Wednesday, April 20, 2011
Raymond Hain, in the context of extolling the virtues of a new book of essays by Philip Bess, lays out several arguments for the "new urbanism." This caught my eye:
[This is the most] striking difference between the various communities in the walkable neighborhood and the various communities in the suburbs: the communities of the neighborhood typically overlap, whereas the communities of the suburb do not. Though suburbanites still live, work, play, worship, and shop, there will be very few people, if any, with whom they will have more than one activity in common. We live with people other than those with whom we work, and we pray with yet a third, different community.

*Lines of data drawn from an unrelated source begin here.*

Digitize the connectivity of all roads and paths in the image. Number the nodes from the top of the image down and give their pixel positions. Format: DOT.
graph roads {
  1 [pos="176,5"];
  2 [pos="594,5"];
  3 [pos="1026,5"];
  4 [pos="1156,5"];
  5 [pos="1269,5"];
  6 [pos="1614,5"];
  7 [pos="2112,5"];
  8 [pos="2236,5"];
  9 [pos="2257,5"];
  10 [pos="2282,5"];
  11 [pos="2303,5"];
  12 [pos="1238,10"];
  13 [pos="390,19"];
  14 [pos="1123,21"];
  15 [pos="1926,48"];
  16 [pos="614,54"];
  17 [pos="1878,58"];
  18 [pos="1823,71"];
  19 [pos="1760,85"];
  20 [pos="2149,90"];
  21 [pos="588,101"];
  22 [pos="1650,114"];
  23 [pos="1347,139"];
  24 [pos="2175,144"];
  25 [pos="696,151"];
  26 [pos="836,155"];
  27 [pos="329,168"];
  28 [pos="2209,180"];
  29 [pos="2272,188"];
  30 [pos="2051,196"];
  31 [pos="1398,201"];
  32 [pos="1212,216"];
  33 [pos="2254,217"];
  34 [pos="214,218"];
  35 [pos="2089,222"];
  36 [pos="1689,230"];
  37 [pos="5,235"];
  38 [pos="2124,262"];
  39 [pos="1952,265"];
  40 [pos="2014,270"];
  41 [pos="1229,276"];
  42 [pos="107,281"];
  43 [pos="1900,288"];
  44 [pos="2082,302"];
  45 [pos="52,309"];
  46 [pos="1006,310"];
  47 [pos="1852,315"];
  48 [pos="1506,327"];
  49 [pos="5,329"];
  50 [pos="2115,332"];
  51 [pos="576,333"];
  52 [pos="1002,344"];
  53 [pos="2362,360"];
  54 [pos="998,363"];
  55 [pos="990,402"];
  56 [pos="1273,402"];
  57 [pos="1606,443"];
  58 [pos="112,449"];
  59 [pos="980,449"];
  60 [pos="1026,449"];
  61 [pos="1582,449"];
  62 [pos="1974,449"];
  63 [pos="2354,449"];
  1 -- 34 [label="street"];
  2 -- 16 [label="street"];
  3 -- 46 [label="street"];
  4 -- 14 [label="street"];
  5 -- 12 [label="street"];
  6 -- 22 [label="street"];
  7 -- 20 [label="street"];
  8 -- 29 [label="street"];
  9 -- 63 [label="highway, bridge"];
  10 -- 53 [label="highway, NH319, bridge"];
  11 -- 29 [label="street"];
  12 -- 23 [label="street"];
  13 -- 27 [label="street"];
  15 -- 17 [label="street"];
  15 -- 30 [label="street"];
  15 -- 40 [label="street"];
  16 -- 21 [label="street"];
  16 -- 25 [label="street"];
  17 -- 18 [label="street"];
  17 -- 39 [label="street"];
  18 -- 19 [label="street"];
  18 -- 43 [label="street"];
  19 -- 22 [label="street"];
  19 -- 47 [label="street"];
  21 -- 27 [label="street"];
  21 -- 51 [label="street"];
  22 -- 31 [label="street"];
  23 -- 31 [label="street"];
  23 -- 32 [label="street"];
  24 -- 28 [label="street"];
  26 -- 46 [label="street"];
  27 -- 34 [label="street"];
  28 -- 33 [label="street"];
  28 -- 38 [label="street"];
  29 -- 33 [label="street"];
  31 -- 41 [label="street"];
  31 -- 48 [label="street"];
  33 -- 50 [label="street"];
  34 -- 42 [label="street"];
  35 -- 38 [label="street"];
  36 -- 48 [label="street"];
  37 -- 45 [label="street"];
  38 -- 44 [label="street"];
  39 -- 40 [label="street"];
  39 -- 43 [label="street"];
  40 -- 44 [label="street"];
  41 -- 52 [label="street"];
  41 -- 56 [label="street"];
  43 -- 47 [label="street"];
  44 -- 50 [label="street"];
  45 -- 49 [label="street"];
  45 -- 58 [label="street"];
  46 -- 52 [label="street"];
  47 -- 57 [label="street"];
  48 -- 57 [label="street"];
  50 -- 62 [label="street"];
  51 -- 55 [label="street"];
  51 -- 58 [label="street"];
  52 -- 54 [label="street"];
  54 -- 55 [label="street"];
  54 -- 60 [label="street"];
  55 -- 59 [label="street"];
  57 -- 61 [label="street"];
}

The most important feature of contemporary suburban sprawl, then, has little to do with aesthetics and everything to do with its fragmenting character. Suburbia makes possible and promotes a division between the various individual activities that make up our lives. But while our activities seem fragmented, we must find a way to integrate the various activities in which we engage so that our lives are a harmonious and unified whole. The task of integration, of recognizing the various human goods and pursuing them as a single human agent in search of happiness, is the central task of human life. And it is in terms of an integrated pursuit of the final end that each of the moral and intellectual virtues finds its place.
I'm tempted, as a child of the suburbs who has spent his entire adult life living in cities, to validate my own choices and shout "hurrah!" While the walkable community does offer some advantages over the suburb in this regard, though, I think it's easy to overstate the difference. Integration is difficult in the modern subdivision, to be sure. The task of integration can also be extremely difficult in walkable communities, especially to the extent that urban life can be marked by lower levels of trust and a greater sense of anonymity. And it seems like building a walkable community that also has sufficient employment opportunities to keep everyone working within that community is a very difficult trick to pull off. Even if we get out of our fenced-in back yards and onto the front porch, that's a long way from working and worshipping together.
Hain is not very optimistic about the prospects for another reason, as he concludes:
It looks like all this [integration] is only possible if enough people agree on the end, the general shape of human happiness as a whole, and this agreement on what matters most shapes and makes possible all the other integrative activities of our community. But what if we no longer agree on this (and, frankly, this seems exactly the situation we face today)? Bess reminds us that suburbia represents a turning away from public life towards private life. Front porches have become back decks, and public squares have disappeared. Suppose we were to rebuild those public squares, and all of us spent our evenings on our front porches. We might discover, to our dismay, that we had almost nothing to talk about.
In any event, it's well worth reading.